Люба опечалила луковичные глаза и отошла.
— Ну, я сейчас, — сказал он и исчез собираться.
Я суеверно смотрела на ручки управления, изо всех сил стараясь преодолеть их чужеродность.
Он выскочил из времянки, легкий, светящийся, и вспрыгнул на заднее сиденье.
— Ой, только садитесь в коляску, — умоляюще сказала я. — Мне надо, чтоб она перевешивала.
Он пересел, пожав плечами, а я с ужасом надавила на кикстартер, зная: не заведется. Мотоцикл взревел и покорно заработал.
В чистом поле, посреди триумфа и ликующего пения мотора навстречу нам несся на велосипеде мой брат, рассыпая из глаз искры.
Мотор замолчал, стало слышно жаворонков, и, когда на моей щеке лопнула пощечина, я ни с того ни с сего подумала, что тому, кто сидит в коляске, совсем не идет его имя — Михаил.
— Скотина, — сказал мой брат пепельными губами, отшвырнув велосипед. Его глаза искромсали меня. — Скотина, еще и человека посадила.
Пощечина не облегчила его негодования, остатки его он вложил в короткий удар по кикстартеру, и подстегнутый мотоцикл, вырываясь из-под ног его, умчал их обоих от скорбного этого места.
Окоченело я подняла велосипед и отъехала на нем в поле, в бездорожье, в безлюдье, на тихую прогалину, куда не достигали ничьи глаза. Меня корчило, я вжималась в травы, я стискивала веки и упирала крик в землю, мне оставалось убить или умереть.
Но никак не умиралось.
В сумерках меня разыскал мой брат на своем мотоцикле.
— Дура, — сказал он испуганно. — Ну хочешь, завтра опять поедешь. Только я до последнего поворота доеду с тобой, а дальше ты сама. Хочешь?
Я не хотела ничего. Ни убить, ни умереть. Мне было спокойно и пусто. Любовь не поместилась во мне вместе с непомерным унижением и исторглась.

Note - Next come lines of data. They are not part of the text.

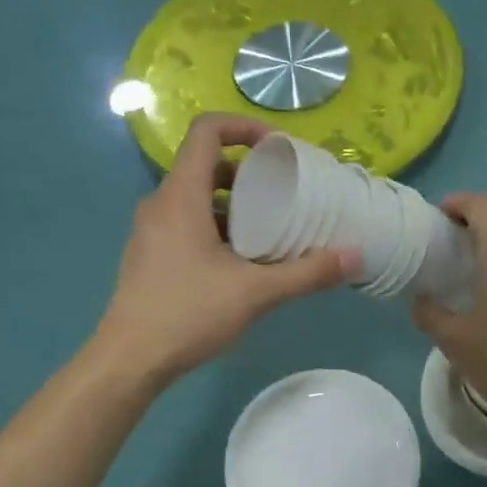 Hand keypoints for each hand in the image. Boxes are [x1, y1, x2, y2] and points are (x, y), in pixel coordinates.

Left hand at [95, 115, 357, 385]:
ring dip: (234, 204)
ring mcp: (151, 230)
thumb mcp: (256, 293)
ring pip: (197, 198)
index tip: (279, 150)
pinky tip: (241, 262)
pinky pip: (186, 223)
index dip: (244, 127)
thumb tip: (356, 256)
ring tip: (270, 229)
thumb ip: (307, 273)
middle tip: (284, 193)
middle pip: (205, 165)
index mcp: (181, 196)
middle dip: (248, 172)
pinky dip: (217, 227)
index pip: (207, 131)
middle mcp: (161, 203)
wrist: (131, 359)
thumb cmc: (189, 314)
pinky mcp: (150, 255) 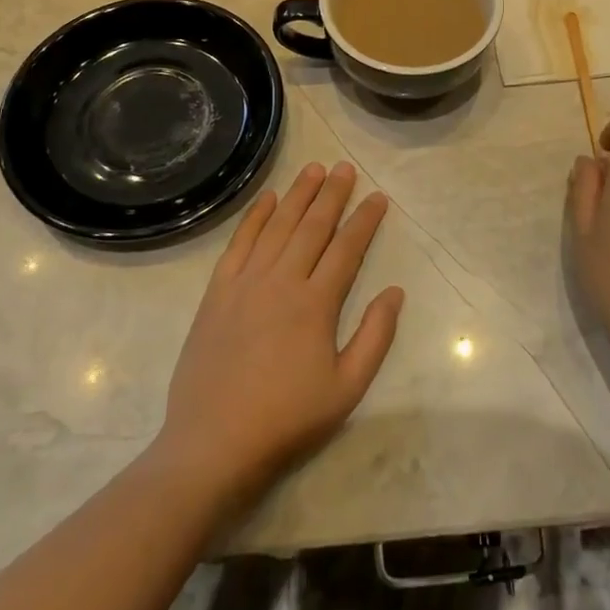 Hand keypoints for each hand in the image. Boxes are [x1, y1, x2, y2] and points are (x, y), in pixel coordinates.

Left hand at [153, 161, 404, 509]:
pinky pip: (239, 243)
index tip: (378, 196)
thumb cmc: (287, 418)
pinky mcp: (217, 292)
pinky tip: (267, 199)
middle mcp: (282, 281)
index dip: (365, 219)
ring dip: (297, 195)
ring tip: (313, 169)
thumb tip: (395, 292)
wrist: (213, 442)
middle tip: (345, 168)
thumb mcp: (347, 388)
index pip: (347, 248)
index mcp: (316, 303)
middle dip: (332, 194)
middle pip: (312, 226)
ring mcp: (246, 282)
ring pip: (278, 226)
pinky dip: (254, 217)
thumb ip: (375, 337) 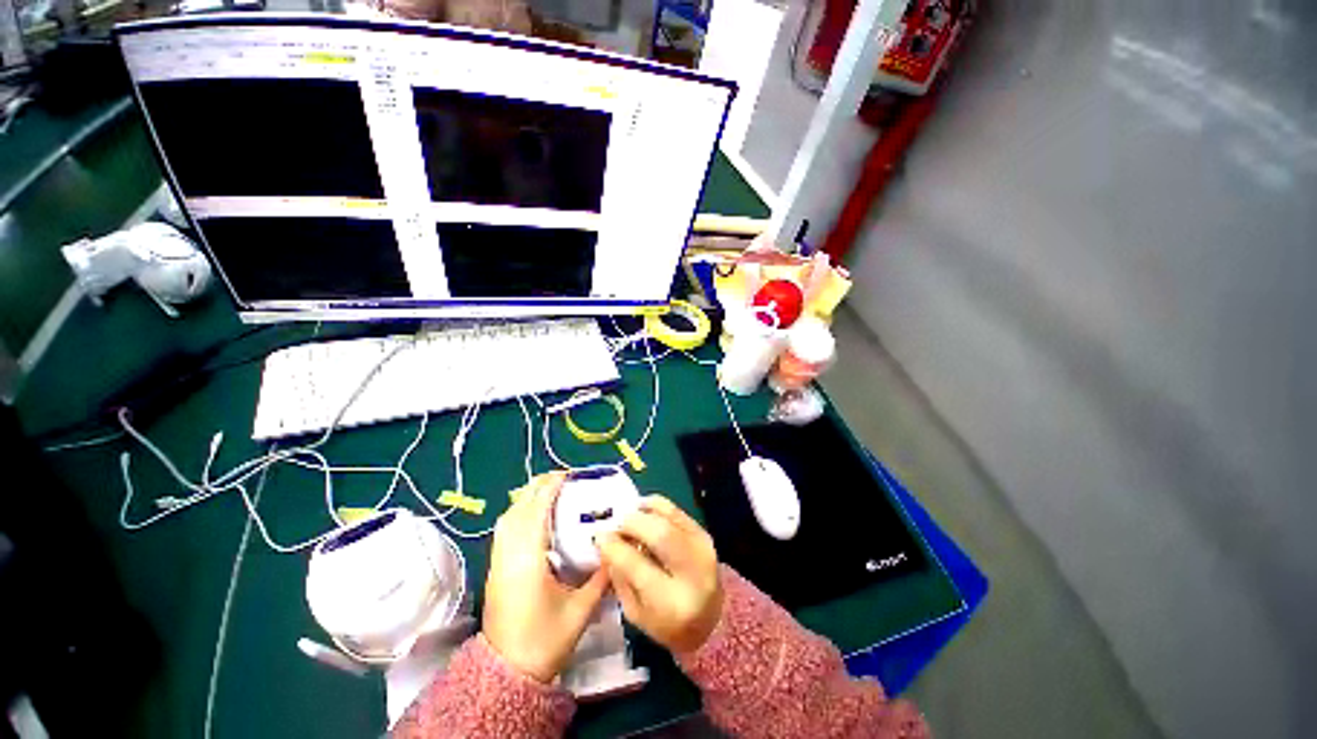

Я вернулась с братом домой, и справку о прохождении летней практики мне принесла Люба Полещук…
ЧАЙКА АЛИНЫ
— Ну что, наших, как всегда, не соберешь? — оглядевшись, презрительно сказала Люся.
В квартире реденько маячили бывшие одноклассники, остывшие и почужевшие, когда-то кровно близкие люди. С каждым приездом Кости собрать их становилось все трудней.
Люся протянула Костиной маме влажный букет, бегло поцеловала в щеку и последовала к дивану. Там она небрежно бросила себя в сиденье на рассмотрение присутствующим (не боялась дать себя на рассмотрение).
Гошка, ее муж и одноклассник, пожал Косте руку и хохотнул в знак дружбы.
— Что такое, все стали какие-то замотанные, потускнели и мордой в будни! — высказывалась Люся. — Скажешь иногда: ну ребята, давайте соберемся, давайте хоть на природу, что ли, у нас машина, лодка, — нет: у того болячки, у того картошка на даче сохнет — да ску-учно же, дорогие мои!
— Вам-то что, на вас киндеры не виснут! — завистливо сказал один из потускневших.
— Нашел чему завидовать, — тихо заметила его жена.
А Костя услышал. Он вдруг испугался, как опоздавший, как в детстве, когда дружки уходят на рыбалку, а ты проспал и, путаясь, натягиваешь штаны.
С молодой женой Костя развелся после первого же плавания и впредь не собирался повторять «эту глупость». Он был уверен, что поступает разумней всех.
Он забыл в руке приготовленную для дарения детскую игрушку, забыл и задумался, а рука машинально сжимала и мяла ее упругую плоть.